◆ What is required:
Copy each line below containing "arct".

++++ Records supplied ++++

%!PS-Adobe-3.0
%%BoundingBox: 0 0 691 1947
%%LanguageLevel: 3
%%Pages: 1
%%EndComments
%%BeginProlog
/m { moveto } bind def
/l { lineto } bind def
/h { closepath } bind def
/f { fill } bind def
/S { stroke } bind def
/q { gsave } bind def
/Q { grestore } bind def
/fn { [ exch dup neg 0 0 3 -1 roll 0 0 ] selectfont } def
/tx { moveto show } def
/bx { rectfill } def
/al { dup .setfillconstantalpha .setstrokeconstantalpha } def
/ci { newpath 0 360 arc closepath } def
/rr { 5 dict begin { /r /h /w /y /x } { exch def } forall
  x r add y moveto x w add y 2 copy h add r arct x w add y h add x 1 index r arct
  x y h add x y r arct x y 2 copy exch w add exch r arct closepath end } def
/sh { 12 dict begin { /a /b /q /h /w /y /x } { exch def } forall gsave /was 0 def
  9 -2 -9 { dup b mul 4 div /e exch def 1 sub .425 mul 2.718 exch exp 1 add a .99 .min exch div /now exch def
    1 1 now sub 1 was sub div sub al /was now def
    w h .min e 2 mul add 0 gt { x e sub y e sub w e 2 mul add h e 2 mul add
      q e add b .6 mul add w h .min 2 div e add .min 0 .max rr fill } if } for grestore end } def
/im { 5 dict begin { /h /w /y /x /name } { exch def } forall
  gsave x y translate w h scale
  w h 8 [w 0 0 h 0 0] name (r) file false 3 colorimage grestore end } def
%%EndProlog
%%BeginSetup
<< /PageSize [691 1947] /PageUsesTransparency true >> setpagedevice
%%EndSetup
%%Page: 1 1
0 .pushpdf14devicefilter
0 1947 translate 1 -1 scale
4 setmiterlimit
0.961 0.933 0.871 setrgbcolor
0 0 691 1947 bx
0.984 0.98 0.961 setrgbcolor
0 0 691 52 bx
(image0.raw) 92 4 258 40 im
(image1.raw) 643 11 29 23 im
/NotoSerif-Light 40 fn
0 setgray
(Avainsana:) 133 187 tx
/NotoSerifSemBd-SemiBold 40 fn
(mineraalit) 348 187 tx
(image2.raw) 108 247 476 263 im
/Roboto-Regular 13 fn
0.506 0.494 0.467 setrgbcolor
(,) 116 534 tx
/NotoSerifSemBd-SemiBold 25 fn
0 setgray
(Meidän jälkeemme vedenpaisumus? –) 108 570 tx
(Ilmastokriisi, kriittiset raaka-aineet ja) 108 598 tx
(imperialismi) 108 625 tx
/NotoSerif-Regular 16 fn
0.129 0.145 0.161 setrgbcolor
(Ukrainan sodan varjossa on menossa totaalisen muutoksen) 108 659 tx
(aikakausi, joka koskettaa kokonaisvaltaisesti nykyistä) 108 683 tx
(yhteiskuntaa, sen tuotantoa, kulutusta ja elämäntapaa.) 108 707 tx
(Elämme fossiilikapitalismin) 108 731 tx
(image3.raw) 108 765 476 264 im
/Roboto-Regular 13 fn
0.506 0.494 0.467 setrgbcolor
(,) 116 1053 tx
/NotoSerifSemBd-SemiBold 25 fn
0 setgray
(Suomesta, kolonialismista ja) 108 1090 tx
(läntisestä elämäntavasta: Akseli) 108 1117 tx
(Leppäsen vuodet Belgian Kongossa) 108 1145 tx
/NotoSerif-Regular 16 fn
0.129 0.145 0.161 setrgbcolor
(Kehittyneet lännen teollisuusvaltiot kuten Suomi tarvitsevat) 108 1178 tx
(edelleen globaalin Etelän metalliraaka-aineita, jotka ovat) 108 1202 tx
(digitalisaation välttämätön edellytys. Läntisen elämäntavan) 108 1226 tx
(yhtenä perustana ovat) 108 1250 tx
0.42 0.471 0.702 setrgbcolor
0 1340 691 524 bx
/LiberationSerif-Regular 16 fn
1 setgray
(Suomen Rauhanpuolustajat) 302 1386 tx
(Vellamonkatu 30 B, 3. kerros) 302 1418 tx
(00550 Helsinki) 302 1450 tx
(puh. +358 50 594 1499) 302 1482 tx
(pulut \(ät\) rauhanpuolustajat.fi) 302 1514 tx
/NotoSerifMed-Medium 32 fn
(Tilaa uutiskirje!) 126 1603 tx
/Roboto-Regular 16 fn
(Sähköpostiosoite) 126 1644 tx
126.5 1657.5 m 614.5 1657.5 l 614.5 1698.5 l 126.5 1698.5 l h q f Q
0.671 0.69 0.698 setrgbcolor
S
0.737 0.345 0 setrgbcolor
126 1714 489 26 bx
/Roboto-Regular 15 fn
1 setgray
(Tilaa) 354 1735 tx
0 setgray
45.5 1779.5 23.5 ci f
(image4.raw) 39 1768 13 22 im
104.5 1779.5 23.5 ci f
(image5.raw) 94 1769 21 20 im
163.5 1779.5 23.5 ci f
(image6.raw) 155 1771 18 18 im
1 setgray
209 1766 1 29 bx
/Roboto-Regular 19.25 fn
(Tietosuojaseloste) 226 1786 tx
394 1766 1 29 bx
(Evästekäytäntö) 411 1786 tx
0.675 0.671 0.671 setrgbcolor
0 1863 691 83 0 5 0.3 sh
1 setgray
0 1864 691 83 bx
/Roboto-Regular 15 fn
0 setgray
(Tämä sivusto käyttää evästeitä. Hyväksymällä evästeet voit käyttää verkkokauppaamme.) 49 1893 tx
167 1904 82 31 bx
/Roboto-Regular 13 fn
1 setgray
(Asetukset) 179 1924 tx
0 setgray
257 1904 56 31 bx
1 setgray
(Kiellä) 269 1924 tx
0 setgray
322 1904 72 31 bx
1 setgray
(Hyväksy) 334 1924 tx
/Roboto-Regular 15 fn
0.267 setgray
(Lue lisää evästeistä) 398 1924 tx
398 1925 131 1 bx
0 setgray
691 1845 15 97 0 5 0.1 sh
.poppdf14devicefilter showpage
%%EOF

++++

◆ Response to this task:
  x r add y moveto x w add y 2 copy h add r arct x w add y h add x 1 index r arct
  x y h add x y r arct x y 2 copy exch w add exch r arct closepath end } def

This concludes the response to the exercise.